Athena/iceberg MERGE INTO not applying both DELETE and UPDATE on the same key


I want to merge a staging table into main table, the staging table looks like this

name | id | keys_id | event_name | event_time
a    | 1  | 1       | INSERT     | 1
b    | 1  | 1       | MODIFY     | 1
     |    | 1       | REMOVE     | 1

I have this merge into query:

MERGE INTO new_db_test.test_iceberg_table AS target USING new_db_test.staging_table
AS source
ON target.id = source.keys_id
WHEN MATCHED AND source.event_name = 'MODIFY' 
THEN UPDATE SET name = source.name, id = source.id
WHEN MATCHED AND source.event_name = 'REMOVE'
THEN DELETE
WHEN NOT MATCHED AND source.event_name = 'INSERT' 
THEN INSERT (id, name) 
VALUES (source.id, source.name)

the test_iceberg_table should be empty out of this, but the remove event is not applied and the table still has the row with updated value:

name | id 
b    | 1  

When I remove the condition for update, it deletes the record just fine. What could be wrong here? I would also appreciate some resource where I can learn how icerberg applies merge into.


Solution

  • Each target row is only affected once, and if multiple source rows match then a single arbitrary source row will be chosen. (In some DBMSs you get an error when this happens.)

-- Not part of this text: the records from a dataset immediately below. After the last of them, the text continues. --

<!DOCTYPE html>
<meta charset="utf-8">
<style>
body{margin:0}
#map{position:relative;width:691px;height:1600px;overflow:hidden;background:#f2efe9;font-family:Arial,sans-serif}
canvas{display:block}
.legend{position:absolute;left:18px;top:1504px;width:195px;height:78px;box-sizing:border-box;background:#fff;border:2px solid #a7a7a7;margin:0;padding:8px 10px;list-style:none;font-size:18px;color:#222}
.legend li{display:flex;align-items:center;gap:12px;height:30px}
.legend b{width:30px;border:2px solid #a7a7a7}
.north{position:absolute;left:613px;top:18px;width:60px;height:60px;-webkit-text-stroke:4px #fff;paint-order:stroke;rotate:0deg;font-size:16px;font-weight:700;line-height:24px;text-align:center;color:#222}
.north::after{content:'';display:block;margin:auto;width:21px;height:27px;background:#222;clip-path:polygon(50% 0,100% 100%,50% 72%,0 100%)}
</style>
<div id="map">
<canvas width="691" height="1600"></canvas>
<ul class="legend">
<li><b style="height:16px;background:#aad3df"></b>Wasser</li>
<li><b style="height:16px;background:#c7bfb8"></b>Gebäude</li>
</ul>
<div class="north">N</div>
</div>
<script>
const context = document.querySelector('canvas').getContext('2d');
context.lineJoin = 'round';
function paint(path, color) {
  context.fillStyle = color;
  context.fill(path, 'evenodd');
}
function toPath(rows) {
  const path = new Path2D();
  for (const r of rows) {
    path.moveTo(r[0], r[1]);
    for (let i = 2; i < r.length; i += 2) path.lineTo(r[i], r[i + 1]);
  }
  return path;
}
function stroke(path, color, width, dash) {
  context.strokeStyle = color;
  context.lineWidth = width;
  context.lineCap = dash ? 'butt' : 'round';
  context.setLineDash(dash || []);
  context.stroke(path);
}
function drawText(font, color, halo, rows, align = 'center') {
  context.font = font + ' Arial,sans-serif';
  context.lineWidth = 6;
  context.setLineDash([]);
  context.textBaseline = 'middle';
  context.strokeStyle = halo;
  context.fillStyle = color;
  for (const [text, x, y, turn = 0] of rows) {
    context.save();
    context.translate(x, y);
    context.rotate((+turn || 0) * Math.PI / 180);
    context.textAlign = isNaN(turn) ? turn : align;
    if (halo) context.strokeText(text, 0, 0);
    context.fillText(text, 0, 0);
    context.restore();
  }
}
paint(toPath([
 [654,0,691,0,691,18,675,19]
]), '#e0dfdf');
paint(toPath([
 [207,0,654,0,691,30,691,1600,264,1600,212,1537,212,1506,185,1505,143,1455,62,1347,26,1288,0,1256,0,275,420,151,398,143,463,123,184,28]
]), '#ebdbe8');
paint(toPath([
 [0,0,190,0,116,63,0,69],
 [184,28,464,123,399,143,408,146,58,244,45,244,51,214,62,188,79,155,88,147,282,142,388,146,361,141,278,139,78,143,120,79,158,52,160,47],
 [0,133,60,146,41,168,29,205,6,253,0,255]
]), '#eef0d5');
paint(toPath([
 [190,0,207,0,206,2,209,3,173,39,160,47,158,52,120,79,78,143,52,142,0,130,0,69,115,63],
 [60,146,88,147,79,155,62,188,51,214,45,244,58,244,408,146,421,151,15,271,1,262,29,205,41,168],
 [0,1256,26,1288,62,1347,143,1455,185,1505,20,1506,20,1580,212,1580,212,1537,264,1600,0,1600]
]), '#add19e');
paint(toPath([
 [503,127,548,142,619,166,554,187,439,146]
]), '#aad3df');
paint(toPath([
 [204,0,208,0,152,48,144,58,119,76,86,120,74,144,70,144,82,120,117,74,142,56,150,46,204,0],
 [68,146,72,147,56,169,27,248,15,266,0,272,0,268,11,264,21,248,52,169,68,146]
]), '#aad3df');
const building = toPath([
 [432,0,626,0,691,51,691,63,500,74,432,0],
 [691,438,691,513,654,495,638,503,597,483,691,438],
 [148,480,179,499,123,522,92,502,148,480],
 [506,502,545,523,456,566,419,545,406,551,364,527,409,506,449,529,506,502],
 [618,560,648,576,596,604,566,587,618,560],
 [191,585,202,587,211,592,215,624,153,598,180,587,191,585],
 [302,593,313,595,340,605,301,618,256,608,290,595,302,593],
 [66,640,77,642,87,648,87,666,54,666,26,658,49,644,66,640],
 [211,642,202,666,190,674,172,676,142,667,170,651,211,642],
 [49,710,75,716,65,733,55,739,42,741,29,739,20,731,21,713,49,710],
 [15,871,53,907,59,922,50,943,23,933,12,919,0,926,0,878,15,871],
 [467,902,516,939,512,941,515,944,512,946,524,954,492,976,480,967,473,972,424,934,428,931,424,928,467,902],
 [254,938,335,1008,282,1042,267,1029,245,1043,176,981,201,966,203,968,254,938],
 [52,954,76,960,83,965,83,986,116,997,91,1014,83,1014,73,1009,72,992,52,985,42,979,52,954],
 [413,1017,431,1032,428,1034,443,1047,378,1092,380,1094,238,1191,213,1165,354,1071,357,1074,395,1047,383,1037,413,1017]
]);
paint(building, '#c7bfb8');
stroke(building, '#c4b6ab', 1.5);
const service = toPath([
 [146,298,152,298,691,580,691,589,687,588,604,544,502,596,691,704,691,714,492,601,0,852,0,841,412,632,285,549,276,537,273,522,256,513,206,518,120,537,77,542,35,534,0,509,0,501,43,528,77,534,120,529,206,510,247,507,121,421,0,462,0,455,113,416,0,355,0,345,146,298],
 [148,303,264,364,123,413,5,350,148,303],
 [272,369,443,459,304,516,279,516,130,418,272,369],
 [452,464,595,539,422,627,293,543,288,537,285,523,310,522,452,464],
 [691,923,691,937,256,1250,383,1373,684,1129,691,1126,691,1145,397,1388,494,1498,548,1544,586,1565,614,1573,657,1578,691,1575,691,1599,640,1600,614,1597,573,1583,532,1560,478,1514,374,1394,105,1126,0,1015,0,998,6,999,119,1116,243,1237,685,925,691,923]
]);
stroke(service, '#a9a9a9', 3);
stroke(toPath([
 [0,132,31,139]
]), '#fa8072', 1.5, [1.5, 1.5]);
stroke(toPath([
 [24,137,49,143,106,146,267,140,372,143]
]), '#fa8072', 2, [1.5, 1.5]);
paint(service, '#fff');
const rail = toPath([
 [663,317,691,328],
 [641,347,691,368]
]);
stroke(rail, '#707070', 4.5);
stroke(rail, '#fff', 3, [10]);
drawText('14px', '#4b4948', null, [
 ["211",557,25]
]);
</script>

    So you need to pre-aggregate your source, and filter it in some way that REMOVE comes first.

    WITH source AS (
        SELECT s.*
        FROM (
            SELECT s.*,
              ROW_NUMBER() OVER (PARTITION BY s.keys_id ORDER BY s.event_name DESC) AS rn
            FROM new_db_test.staging_table AS s
        ) s
        WHERE s.rn = 1
    )
    MERGE INTO new_db_test.test_iceberg_table AS target
    USING source
    ON target.id = source.keys_id
    WHEN MATCHED AND source.event_name = 'MODIFY' 
      THEN UPDATE SET
        name = source.name,
        id = source.id
    WHEN MATCHED AND source.event_name = 'REMOVE'
      THEN DELETE
    WHEN NOT MATCHED AND source.event_name = 'INSERT' 
      THEN INSERT
        (id, name) 
      VALUES
        (source.id, source.name);